● INPUT DATA

- Opening Delimiter -

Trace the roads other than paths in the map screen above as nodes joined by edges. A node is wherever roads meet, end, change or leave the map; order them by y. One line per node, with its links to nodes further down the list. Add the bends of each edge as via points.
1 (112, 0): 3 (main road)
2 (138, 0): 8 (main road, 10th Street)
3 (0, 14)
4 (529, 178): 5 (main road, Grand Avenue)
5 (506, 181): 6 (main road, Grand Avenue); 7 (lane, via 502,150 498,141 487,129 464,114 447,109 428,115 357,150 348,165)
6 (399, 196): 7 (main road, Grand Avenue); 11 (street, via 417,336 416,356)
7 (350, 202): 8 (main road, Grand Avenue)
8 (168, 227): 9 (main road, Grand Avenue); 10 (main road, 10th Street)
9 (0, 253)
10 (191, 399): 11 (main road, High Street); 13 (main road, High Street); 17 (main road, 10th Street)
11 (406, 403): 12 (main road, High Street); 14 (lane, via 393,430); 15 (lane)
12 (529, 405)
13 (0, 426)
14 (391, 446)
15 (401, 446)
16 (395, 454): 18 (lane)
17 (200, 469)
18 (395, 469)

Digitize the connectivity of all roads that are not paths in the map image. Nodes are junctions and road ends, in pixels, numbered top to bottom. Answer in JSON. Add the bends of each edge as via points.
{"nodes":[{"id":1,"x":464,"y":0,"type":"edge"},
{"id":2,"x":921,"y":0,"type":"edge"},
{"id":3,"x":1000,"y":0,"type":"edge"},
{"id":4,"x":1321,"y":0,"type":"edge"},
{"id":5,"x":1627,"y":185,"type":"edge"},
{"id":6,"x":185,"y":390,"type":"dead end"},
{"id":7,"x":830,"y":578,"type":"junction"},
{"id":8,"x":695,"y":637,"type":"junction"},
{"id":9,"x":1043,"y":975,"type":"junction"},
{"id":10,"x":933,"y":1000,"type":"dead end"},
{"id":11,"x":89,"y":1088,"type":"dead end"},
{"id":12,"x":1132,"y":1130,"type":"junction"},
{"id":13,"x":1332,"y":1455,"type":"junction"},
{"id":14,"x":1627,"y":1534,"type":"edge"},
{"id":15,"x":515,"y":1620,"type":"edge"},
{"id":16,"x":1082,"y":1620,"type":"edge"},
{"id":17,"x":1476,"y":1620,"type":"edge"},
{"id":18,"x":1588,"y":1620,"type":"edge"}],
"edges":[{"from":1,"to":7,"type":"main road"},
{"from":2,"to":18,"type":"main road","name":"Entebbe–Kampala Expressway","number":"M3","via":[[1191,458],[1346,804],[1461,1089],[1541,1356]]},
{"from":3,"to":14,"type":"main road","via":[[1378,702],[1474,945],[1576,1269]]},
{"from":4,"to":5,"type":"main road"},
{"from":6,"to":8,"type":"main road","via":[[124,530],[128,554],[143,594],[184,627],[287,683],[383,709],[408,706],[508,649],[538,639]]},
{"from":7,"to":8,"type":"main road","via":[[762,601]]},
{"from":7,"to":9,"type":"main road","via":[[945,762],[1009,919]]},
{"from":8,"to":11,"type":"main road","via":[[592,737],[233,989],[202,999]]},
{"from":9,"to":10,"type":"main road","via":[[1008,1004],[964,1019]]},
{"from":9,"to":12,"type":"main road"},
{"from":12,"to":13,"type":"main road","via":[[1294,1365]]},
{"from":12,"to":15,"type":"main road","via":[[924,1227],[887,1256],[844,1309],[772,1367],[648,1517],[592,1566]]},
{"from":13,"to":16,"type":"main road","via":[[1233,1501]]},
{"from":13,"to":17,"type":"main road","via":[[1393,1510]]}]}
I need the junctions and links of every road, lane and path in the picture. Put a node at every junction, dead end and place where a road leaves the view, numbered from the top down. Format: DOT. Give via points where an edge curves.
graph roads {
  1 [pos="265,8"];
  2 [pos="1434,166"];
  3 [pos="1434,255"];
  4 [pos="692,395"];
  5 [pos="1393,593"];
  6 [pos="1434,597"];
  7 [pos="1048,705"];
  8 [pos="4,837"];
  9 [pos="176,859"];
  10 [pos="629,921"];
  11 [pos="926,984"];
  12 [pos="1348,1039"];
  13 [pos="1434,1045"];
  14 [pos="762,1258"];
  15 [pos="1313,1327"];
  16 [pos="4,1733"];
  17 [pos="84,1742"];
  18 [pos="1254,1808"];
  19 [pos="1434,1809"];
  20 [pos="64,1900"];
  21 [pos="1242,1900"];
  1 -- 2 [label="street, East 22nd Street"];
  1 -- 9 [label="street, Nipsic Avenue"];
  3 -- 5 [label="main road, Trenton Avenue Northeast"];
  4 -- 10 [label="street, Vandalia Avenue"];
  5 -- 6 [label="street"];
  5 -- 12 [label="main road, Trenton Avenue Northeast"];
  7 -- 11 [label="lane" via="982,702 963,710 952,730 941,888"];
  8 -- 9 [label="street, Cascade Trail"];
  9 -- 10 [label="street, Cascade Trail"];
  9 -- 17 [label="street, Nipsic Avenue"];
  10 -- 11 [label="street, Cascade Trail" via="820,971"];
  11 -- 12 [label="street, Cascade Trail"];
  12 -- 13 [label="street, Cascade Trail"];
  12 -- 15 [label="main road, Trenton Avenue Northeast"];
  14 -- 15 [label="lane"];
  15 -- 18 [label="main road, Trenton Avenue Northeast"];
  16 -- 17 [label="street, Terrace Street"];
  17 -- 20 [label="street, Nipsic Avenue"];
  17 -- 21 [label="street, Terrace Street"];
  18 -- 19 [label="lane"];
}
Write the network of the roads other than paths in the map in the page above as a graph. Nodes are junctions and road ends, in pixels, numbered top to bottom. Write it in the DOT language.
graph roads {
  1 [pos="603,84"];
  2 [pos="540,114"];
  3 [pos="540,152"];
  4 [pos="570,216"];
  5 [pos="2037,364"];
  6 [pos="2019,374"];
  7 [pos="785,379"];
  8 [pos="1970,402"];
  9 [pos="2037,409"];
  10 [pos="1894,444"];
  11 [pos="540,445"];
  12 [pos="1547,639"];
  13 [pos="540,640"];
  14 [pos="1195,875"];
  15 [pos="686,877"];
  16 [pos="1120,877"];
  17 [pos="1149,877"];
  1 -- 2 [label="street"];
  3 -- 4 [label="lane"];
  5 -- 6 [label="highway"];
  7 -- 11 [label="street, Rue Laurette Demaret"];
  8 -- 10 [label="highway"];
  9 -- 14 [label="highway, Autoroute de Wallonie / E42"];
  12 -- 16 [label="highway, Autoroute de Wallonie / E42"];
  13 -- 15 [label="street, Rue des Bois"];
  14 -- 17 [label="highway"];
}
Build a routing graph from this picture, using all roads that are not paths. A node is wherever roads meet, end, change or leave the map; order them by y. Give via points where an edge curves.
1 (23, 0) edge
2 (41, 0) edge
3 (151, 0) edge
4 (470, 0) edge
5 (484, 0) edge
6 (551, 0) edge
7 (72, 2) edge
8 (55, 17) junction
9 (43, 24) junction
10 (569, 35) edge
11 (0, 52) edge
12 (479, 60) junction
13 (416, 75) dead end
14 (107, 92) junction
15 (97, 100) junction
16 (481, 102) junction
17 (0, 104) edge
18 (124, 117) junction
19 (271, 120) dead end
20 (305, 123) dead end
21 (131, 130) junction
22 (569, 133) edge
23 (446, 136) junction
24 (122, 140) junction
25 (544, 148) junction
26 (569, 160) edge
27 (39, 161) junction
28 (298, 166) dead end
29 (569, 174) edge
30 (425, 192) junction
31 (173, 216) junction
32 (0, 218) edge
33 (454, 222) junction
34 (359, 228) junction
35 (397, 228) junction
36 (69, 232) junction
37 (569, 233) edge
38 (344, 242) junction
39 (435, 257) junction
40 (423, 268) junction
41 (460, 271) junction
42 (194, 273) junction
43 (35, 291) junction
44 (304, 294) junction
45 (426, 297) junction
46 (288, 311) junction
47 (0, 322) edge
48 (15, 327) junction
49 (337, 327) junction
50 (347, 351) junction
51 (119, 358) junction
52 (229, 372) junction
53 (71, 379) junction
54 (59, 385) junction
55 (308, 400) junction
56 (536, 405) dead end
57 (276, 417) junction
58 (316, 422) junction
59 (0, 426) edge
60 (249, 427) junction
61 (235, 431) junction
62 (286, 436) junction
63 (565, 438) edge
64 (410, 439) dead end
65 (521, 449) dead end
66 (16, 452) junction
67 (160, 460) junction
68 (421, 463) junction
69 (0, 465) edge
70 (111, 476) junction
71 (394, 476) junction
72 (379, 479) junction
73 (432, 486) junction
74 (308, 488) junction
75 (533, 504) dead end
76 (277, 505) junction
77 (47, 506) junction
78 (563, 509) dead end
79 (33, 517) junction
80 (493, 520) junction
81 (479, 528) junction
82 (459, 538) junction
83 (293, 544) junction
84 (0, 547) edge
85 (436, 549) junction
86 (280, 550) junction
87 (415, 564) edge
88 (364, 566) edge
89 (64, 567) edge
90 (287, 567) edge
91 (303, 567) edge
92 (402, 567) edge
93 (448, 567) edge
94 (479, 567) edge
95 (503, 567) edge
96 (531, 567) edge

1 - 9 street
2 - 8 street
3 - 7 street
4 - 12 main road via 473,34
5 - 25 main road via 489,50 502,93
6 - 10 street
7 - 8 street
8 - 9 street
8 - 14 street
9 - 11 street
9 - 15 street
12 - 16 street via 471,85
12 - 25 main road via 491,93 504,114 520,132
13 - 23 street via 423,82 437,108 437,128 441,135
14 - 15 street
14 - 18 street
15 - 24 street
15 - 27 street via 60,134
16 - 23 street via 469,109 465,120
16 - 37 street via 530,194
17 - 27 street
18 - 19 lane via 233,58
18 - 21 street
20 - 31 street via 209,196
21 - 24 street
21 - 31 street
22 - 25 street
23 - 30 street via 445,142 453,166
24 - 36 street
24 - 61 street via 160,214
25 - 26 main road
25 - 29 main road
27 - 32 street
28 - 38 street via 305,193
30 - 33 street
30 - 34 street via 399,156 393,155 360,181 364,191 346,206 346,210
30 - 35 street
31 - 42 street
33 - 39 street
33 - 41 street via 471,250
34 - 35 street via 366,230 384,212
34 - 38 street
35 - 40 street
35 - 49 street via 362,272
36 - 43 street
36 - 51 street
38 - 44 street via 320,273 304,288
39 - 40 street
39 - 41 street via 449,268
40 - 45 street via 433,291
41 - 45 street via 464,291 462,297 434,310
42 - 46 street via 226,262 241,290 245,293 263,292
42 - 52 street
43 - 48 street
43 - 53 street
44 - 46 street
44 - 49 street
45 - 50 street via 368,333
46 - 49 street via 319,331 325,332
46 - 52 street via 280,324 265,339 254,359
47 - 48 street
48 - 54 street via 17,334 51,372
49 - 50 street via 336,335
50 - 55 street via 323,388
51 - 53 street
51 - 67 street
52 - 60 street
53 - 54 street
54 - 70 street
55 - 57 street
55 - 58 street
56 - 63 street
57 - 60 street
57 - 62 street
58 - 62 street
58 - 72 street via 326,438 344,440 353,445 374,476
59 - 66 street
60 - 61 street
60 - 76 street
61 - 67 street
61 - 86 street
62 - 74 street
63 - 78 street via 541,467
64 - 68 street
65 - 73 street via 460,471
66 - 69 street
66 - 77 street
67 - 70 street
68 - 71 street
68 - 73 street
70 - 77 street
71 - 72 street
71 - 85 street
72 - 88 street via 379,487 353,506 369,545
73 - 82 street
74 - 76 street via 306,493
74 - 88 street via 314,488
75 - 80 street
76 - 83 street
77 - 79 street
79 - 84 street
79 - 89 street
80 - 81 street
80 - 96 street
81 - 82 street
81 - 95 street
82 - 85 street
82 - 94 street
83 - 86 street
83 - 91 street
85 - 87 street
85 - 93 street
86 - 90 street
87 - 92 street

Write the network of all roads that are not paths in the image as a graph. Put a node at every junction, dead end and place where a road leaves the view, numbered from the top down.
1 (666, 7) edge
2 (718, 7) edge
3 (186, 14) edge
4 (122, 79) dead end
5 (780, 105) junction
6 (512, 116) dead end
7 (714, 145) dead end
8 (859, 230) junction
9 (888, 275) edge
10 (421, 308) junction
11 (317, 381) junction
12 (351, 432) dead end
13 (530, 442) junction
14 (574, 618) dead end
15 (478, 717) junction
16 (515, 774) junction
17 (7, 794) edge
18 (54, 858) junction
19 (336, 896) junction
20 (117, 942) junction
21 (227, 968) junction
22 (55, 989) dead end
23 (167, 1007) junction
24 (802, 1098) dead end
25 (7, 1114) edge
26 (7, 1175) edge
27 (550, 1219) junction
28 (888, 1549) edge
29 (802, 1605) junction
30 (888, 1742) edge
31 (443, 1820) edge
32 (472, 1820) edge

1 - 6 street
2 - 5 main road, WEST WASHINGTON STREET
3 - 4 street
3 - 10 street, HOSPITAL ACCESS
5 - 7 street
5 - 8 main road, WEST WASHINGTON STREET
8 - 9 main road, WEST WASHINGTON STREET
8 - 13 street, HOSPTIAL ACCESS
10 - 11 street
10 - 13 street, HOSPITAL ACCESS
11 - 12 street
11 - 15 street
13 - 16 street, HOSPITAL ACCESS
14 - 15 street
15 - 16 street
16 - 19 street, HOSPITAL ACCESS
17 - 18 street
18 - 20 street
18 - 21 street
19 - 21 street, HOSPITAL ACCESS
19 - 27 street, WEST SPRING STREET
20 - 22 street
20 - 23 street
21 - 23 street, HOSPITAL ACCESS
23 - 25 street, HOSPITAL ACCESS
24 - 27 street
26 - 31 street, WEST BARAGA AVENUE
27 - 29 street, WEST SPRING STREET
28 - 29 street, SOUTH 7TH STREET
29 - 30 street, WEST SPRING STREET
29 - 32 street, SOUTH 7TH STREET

- Closing Delimiter -

The answer must be every line of the data that contains the word "Autoroute".

● SOLUTION TO THIS PROBLEM
  9 -- 14 [label="highway, Autoroute de Wallonie / E42"];
  12 -- 16 [label="highway, Autoroute de Wallonie / E42"];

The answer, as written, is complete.